ERIC Number: ED394554
Record Type: RIE
Publication Date: 1996-Feb
Chasing Your Tail: Resource Management in the Technology-Based Classroom.
Berry, James; Ellington, Deborah
Even though the increasing amount of multimedia material available for technology-assisted classrooms can make presentations more attractive and aesthetically pleasing, instructors and administrators should be aware of the increased demand on technology resources that the new graphics and animation programs create. Use of these materials invariably increases the memory requirements of hardware, while attempts to create multimedia materials can put strains on a system's storage and transfer capacities. To more effectively use technology assisted programs, individuals should have an understanding of the nature of graphics files and elements which effect the size of files. Graphics can be either bitmaps, a matrix of dots drawn on the screen and used for photo-realistic images, or vector-drawn, used for geometric shapes. In terms of memory for creating and storing graphics, the size and resolution (i.e., number of pixels per linear inch) should be taken into consideration, as well as the bit depth of the color palette, which ranges from 1-bit for black and white or any two colors to 24-bit, providing more than 16 million colors and used for photo-realistic images.

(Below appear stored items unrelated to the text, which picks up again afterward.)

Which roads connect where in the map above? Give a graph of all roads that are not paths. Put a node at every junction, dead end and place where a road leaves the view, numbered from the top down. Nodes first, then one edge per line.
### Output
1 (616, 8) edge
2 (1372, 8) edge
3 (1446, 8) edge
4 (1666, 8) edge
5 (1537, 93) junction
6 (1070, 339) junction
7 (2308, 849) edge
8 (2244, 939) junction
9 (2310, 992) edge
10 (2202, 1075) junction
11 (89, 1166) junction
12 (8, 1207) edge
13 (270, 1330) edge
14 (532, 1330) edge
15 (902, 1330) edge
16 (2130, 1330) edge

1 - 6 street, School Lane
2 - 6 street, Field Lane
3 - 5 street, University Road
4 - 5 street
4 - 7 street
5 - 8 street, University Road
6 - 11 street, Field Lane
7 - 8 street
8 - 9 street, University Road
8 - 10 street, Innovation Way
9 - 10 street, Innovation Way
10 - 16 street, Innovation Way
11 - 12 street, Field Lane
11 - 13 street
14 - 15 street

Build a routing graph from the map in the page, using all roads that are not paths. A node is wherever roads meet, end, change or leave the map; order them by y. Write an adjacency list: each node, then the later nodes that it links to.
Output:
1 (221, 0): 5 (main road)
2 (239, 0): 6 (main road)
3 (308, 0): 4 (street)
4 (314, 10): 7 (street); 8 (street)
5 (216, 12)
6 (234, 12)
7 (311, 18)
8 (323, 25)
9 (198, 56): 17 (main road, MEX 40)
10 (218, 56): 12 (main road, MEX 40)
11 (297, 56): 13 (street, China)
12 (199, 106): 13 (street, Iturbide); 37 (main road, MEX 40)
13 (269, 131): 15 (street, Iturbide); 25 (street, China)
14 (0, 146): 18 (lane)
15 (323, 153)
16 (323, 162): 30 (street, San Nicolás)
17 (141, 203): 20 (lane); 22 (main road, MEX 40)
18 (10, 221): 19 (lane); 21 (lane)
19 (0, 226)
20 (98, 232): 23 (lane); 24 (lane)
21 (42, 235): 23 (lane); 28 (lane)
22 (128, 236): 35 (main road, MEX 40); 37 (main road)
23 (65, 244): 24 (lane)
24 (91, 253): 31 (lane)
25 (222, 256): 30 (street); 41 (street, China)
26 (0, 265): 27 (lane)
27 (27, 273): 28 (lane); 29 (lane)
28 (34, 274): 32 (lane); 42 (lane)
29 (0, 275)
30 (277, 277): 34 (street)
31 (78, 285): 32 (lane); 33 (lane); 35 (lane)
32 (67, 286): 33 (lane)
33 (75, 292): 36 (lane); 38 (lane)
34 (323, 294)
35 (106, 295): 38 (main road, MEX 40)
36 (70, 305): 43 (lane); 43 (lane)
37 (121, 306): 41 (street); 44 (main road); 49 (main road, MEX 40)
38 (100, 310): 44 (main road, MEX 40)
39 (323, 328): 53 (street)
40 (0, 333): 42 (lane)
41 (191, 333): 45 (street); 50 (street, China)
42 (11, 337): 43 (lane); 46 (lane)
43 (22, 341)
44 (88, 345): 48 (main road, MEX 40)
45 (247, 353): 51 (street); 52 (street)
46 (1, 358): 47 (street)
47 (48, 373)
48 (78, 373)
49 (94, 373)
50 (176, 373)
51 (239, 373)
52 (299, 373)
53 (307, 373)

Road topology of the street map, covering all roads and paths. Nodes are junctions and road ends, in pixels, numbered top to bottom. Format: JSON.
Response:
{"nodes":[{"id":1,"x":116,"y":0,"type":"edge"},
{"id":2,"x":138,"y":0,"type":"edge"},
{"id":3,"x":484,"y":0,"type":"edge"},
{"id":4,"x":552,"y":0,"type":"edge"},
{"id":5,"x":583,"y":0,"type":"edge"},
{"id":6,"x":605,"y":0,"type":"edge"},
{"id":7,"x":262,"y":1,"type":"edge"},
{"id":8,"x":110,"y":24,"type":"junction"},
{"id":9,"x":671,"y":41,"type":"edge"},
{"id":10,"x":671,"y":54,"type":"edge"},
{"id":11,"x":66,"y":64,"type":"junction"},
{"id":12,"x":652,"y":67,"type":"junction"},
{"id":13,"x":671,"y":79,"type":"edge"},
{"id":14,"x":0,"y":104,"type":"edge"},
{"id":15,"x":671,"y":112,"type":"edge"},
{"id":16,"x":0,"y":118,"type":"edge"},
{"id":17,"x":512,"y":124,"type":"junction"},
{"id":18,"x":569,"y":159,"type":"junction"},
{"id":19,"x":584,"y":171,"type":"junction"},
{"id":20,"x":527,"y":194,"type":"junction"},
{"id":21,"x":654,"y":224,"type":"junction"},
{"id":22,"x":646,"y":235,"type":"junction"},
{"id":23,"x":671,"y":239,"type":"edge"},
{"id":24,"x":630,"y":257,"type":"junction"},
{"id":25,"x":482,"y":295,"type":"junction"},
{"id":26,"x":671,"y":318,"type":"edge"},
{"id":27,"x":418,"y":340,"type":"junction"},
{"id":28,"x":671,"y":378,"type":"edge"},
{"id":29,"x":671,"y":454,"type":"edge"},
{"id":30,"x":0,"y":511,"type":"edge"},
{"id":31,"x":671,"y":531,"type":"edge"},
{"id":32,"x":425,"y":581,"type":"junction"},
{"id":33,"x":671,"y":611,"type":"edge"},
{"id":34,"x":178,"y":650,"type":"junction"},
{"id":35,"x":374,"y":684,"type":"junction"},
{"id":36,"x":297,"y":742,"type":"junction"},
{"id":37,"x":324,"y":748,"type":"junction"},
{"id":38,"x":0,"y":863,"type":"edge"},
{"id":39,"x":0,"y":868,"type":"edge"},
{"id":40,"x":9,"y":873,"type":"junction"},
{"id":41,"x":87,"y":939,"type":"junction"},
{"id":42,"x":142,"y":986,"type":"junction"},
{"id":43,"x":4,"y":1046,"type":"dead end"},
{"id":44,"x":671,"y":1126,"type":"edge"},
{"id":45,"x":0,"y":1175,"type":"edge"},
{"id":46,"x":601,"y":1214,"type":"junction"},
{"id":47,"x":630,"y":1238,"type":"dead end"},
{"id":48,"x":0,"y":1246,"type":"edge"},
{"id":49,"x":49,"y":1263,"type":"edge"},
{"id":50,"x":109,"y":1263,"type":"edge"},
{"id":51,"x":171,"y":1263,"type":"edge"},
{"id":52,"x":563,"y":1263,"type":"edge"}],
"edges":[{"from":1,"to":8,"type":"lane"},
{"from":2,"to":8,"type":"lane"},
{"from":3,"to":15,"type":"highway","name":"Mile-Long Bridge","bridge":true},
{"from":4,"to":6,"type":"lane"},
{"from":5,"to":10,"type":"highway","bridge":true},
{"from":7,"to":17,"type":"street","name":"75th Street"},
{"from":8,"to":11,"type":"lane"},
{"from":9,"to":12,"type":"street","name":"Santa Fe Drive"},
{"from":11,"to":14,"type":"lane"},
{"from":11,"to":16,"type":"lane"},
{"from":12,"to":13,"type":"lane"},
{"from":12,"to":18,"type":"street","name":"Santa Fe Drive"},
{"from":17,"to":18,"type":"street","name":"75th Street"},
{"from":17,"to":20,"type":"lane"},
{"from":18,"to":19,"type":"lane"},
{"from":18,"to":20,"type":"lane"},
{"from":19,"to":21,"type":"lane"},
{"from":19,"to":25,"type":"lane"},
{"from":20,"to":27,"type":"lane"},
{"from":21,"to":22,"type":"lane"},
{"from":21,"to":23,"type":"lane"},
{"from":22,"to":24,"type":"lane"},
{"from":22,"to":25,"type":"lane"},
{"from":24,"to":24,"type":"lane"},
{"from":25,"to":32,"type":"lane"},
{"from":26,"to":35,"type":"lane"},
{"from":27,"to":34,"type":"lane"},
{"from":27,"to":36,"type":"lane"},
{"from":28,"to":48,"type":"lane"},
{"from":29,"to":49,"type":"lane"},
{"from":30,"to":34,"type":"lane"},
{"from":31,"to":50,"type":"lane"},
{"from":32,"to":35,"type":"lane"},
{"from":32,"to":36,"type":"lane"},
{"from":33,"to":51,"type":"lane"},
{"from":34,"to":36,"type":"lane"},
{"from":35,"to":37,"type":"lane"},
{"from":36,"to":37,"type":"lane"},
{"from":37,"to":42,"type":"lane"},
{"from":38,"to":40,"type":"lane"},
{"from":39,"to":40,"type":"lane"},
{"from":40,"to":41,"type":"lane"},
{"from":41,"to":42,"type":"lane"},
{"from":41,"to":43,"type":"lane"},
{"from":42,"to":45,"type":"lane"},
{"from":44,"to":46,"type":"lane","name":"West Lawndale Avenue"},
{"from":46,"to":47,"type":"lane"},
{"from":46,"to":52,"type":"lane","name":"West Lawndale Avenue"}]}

The most common image formats include the Macintosh graphics format (PICT); the Joint Photographic Experts Group (JPEG) format, allowing for considerable compression; and Graphics Interchange format (GIF). (BCY)
Publication Type: Reports - Descriptive; Speeches/Meeting Papers
Education Level: N/A
Authoring Institution: N/A
Note: In: The Olympics of Leadership: Overcoming Obstacles, Balancing Skills, Taking Risks. Proceedings of the Annual International Conference of the National Community College Chair Academy (5th, Phoenix, AZ, February 14-17, 1996); see JC 960 276.